Rivers would doubtless have found modern psychological therapies, like Cognitive behavioral therapy (CBT), fascinating. A bit fancifully, I would guess that a Rivers re-born in the modern age would also be fascinated by contemporary research into the placebo effect, in all its different manifestations. I like to think that, faced by modern Alternative Therapy, Rivers would want to insist on a clear-headed scientific discussion of the role played by beliefs and suggestion. He would certainly have insisted on the need to design experiments and trials rigorously to take account of, and where necessary exclude, such effects. After all, before one can study where physiology and psychology interact, one needs to make the effort to be able, as far as possible, to tell them apart. This is as true now as it was when Rivers was doing his caffeine and alcohol experiments a century ago.
Memorials
Rivers is not much remembered these days for his pioneering use of the double-blind experimental design, though he does get an honourable mention for it over at the James Lind Library site. And while Rivers’ role as a founder of modern British psychology and ethnology is well-known in academic circles, it probably does not go far beyond that.

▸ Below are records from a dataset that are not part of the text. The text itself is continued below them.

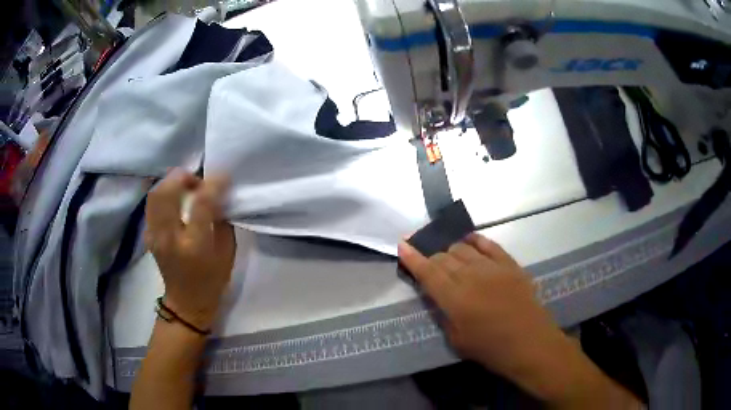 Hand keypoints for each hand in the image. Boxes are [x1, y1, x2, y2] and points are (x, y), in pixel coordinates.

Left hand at [145, 169, 234, 331]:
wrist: (186, 302)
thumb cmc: (212, 281)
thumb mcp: (227, 253)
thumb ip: (222, 221)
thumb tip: (219, 194)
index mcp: (194, 245)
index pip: (201, 204)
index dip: (213, 184)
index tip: (223, 176)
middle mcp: (170, 238)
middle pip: (167, 192)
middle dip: (183, 177)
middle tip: (197, 180)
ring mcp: (155, 236)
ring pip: (155, 195)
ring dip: (170, 183)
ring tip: (185, 186)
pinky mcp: (148, 236)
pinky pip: (152, 205)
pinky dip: (163, 195)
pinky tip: (174, 199)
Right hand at [398, 234, 639, 407]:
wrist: (530, 343)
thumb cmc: (490, 348)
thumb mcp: (456, 339)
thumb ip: (444, 312)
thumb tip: (437, 294)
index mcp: (455, 298)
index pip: (427, 271)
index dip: (412, 257)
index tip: (402, 245)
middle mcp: (471, 276)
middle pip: (443, 256)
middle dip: (430, 254)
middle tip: (424, 256)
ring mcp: (493, 267)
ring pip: (463, 248)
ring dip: (450, 248)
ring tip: (445, 252)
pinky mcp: (510, 264)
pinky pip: (488, 245)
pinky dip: (475, 240)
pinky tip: (468, 241) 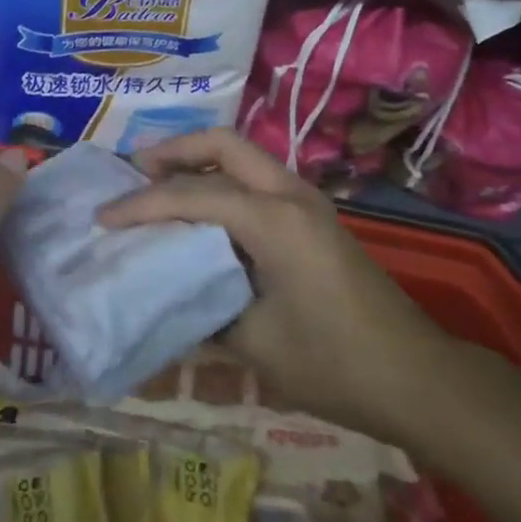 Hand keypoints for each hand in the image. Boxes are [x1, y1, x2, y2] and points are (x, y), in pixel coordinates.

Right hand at [98, 129, 449, 436]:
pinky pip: (256, 178)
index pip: (192, 195)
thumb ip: (202, 307)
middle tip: (134, 170)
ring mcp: (306, 200)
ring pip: (241, 155)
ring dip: (198, 161)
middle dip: (174, 150)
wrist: (418, 377)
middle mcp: (289, 193)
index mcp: (274, 219)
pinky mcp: (313, 216)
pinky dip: (221, 180)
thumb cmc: (334, 363)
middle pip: (222, 144)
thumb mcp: (255, 344)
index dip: (142, 204)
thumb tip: (163, 293)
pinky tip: (201, 210)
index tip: (102, 217)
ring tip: (158, 183)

Perhaps fittingly, given the affection in which Rivers was held by so many of those he came into contact with, the aspect of his life that has given him his most lasting memorial was the wise and concerned doctor and therapist, helping his Craiglockhart patients cope with their war nightmares and flashbacks. Apart from Pat Barker’s fictionalized account, Sassoon and his friend Robert Graves both wrote about Rivers in their respective memoirs [5], and Sassoon made clear that he felt Rivers had saved his life –as the poem below, written many years after the war, attests. It is not a terribly good poem, but the last couple of lines of each stanza give a sense of the debt Sassoon felt he owed Rivers. Finally, in a discussion a few years back in the British Medical Journal about “portrayals of doctors in fiction that would be good role models”, the Rivers character portrayed in Regeneration was mentioned several times. Which strikes me as a pretty good way to be remembered.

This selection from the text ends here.